The Joy Formidable fit into both categories: there’s a clear line of influence from the criminally underappreciated female-fronted shoegaze combo Lush, if only because of the combination of aggressively buzzy guitars and occasionally delicate vocals from frontwoman Ritzy Bryan.  Interestingly, though, the songs that do echo Lush sound less like their early, Cocteau Twins-indebted ethereal incarnation (the first three EPs, compiled as Gala or the first full-length, Spooky) and more like the charged up, Britpoppy latter day record Lovelife.  But there’s also the guitar skronk and emotional gravitas of a jacked up Billy Corgan, and the noisy guitar heroics of a J Mascis or Thurston Moore, not to mention heavier shoegazers like Swervedriver (circa Mezcal Head) and Catherine Wheel.  And Bryan’s vocals (big and powerful, coming from a tiny Welsh pixie) certainly owe something to Shirley Manson, as well as fellow Welsh belter Cerys Matthews (of Catatonia). “Maw Maw Song” features shifting tempos and metallic riffs that echo Black Sabbath.  There’s a ‘wild’ vibe to many of the lyrics, which are replete with mentions of animals, forests, and weather (Wolf’s Law, by the way, is a medical theory about the adaptable strength of bone under pressure).  The recording of the album, by the band (and mixed by master-mixer Andy Wallace), took place in a snowed-in cabin in a remote part of Maine, and this could be the source of the Thoreau-esque naturalism that runs through the lyrics (“through the mists and sun and gales and showers/no season to where my love begins”) and album art (surrealist paintings of animals by Martin Wittfooth).

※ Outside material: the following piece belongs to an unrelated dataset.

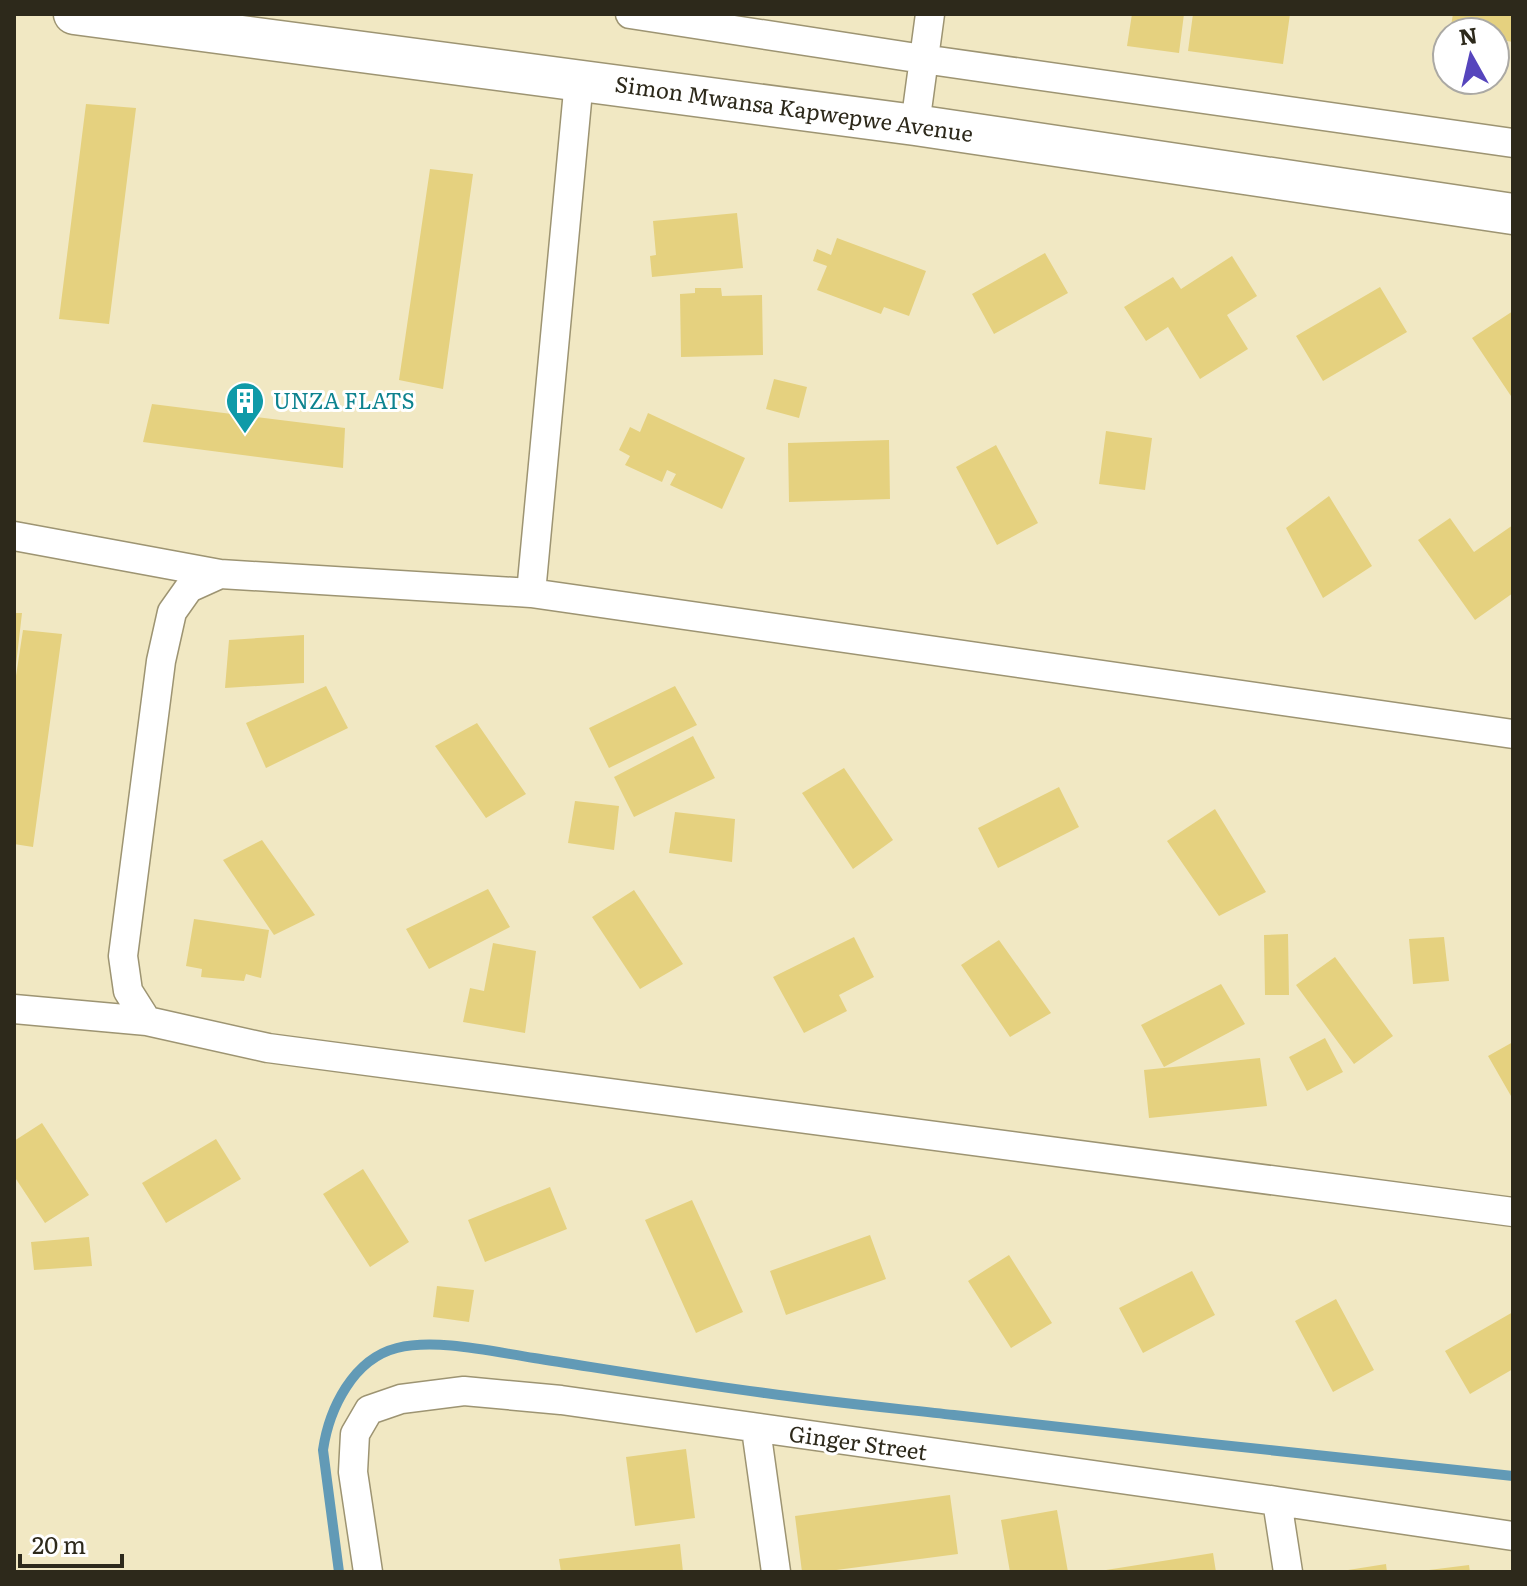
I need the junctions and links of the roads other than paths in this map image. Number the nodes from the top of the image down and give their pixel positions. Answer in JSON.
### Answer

A whole lot of people were exposed to the Joy Fomidable as a result of their inclusion in one of the Twilight soundtracks.  Those people might be somewhat off put by some of the more aggressive songs on Wolf’s Law, but there’s plenty to appeal to suburban housewives, teen vampire romance fans, and those, like me, who miss the heyday of bands like Lush, Swervedriver, and The Catherine Wheel.  It’s also a record that rewards repeat listens: there are plentiful hooks but there are also lots of little moments that sneak past you, at first, but bubble up once the power of the hooks and melodies recede into the background.